La teosofa Beatrice Lane Suzuki, mostra che sebbene negli Hinayana Sutra5 il Nirvana significhi uno “stato di completa estinzione in cui non c’è più né avidità, né rabbia, né follia, né tutti gli altri desideri malvagi e passioni”, nei Sutra Mahayana acquista un significato positivo; non è più uno stato negativo ma qualcosa che esiste da solo, è la Realtà, da cui tutti i Buddha emanano. Nel Mahayana Nirvana Sutra (Fas. VI) leggiamo: “Non è assolutamente giusto, è inadeguato dichiarare che l’entrata del Tathagata (il corpo spirituale del Buddha) nel Nirvana assomigli a un fuoco che si spegne quando il carburante è esaurito. È assolutamente giusto affermare che il Tathagata entra nella natura del Dharma6 stesso.”

Suzuki ci dice inoltre che secondo i Mahayanisti, l’Arhat (la santità), avendo ottenuto l’emancipazione individuale, deve provare compassione per le creature; egli deve diventare il Bodhisattva7, anche per la sua salvezza, perché se è dotato della natura di Buddha non può sedersi serenamente, da solo, in cima alla collina dell’illuminazione e guardare dall’alto in basso le moltitudini delle tribolazioni.” Deve tornare nel mondo per aiutare le persone a raggiungere l’emancipazione come fece lo stesso Buddha.

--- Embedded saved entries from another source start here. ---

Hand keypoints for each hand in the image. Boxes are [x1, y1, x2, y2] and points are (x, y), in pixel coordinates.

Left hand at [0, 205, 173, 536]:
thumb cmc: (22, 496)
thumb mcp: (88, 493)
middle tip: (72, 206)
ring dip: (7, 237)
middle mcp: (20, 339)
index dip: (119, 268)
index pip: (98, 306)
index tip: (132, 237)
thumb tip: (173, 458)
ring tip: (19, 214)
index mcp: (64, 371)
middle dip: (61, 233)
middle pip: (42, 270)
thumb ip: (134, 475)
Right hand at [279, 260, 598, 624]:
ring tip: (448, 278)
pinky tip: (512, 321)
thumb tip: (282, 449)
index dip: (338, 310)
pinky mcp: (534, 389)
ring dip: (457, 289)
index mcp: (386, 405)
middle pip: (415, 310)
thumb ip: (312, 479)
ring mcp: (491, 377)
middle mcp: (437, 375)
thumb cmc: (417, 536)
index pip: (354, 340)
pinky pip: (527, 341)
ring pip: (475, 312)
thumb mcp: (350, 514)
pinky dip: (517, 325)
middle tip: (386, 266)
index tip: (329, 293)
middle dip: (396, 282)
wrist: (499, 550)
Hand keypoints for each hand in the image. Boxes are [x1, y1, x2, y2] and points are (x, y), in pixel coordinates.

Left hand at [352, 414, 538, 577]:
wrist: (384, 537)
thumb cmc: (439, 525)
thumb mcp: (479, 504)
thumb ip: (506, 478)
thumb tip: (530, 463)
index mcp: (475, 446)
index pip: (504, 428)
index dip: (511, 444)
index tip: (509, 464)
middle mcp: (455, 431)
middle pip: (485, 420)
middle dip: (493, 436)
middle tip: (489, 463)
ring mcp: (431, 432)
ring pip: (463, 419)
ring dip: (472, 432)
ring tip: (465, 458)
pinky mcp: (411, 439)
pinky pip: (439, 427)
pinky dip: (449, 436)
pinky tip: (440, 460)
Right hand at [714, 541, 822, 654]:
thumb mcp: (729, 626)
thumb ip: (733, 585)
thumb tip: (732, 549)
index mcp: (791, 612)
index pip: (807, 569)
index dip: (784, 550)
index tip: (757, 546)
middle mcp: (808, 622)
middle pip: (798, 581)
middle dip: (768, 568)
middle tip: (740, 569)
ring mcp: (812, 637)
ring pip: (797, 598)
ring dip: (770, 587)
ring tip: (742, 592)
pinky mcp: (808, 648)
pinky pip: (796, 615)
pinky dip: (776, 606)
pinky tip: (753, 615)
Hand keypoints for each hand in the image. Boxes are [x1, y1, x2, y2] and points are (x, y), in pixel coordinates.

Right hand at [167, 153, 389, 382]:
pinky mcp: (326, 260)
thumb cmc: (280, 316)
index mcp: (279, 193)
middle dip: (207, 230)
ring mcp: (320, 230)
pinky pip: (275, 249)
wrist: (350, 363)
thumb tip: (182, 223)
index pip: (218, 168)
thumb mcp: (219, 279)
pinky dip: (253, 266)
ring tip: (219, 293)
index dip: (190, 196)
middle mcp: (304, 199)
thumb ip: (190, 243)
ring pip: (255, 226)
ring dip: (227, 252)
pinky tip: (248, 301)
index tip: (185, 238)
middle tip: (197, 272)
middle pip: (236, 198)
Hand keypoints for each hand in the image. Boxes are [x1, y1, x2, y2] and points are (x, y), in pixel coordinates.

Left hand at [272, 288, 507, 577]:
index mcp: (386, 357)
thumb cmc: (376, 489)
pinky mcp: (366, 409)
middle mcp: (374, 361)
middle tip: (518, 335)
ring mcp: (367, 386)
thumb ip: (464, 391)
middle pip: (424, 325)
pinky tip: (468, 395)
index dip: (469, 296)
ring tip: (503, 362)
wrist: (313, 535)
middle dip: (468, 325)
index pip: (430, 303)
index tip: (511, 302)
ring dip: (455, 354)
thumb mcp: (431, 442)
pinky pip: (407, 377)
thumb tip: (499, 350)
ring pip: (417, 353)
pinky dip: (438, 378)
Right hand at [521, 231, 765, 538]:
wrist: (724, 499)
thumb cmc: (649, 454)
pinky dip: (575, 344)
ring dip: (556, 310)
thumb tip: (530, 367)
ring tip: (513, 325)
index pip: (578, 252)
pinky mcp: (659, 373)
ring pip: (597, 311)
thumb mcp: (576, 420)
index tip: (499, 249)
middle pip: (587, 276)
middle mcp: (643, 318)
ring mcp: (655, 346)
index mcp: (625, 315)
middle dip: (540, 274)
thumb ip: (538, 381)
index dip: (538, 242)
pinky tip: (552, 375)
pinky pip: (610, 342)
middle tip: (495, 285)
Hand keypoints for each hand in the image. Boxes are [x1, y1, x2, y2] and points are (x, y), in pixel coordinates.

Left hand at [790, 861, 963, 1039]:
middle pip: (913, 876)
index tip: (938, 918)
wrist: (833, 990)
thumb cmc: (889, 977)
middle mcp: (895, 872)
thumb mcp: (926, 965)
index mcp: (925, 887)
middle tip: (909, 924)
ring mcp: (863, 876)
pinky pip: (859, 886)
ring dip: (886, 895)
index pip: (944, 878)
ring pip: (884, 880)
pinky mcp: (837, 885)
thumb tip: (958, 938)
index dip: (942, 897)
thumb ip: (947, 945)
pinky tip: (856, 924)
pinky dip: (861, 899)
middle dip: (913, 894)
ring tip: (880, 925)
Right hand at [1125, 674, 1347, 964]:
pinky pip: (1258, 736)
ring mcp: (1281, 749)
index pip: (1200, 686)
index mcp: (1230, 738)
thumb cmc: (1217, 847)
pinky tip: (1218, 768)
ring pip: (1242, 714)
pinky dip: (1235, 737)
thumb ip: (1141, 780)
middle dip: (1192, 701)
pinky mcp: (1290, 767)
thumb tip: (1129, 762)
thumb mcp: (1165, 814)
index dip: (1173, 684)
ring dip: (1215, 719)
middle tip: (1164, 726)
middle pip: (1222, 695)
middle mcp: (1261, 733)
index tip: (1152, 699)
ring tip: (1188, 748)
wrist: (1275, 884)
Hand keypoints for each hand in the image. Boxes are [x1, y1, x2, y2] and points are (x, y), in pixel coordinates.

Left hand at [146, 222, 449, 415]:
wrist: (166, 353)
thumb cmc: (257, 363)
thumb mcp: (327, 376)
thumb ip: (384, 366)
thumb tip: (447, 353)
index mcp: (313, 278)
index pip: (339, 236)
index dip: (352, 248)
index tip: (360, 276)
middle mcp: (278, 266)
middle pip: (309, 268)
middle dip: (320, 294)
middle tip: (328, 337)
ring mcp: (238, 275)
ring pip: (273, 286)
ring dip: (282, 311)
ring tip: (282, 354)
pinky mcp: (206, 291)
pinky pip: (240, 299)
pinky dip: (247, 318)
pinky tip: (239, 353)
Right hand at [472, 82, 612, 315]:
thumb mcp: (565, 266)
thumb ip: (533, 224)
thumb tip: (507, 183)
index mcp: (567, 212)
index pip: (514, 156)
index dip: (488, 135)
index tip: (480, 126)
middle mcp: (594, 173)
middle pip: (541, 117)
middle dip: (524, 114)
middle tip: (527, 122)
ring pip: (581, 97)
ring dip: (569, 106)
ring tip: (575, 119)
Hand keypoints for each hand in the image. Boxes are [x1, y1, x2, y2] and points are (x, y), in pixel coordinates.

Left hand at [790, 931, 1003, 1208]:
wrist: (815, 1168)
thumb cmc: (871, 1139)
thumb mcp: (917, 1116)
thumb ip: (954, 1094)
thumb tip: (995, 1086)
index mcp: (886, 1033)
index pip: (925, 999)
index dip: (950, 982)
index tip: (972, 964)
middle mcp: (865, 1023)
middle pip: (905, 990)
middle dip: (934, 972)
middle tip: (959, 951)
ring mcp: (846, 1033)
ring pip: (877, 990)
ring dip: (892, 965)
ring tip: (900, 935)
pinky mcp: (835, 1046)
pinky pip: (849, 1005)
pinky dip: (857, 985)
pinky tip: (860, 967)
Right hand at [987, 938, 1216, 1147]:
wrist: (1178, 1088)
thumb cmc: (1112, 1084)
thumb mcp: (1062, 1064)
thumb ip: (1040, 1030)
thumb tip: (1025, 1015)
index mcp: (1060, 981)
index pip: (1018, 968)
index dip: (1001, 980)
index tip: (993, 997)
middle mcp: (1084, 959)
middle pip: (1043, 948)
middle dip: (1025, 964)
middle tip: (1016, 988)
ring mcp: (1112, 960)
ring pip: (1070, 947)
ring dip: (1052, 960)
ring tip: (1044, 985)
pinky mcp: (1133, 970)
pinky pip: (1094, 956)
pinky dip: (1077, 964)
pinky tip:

Così scopriamo che sia il Nirvana che il Fana’ hanno implicazioni sia negative che positive, e che sia i Mahayanisti sia i Sufi affermano che l’uomo, dopo aver raggiunto l’obiettivo supremo, deve tornare al mondo per guidare i suoi simili. Si osservi, tuttavia, che queste somiglianze sono solo superficiali e, pertanto, gli esegeti dell’influenza Indiana sul Sufismo non dovrebbero ipotizzare che il Nirvana e il Fana’ abbiano significati identici. Nel suo aspetto negativo, il Fana’ implica l’annullamento della coscienza di qualsiasi altro tranne del Dio del mondo, l’annullamento dell’al di là, l’annullamento dei doni di Dio e persino l’annullamento dei nomi e degli attributi di Dio; invece, il Nirvana non può che riferirsi all’annientamento della coscienza, ma non del mondo. Disse Hermann Hesse nel Siddharta: “sulla natura precisa del Nirvana, Buddha si astenne sempre abilmente da eccessive precisazioni.”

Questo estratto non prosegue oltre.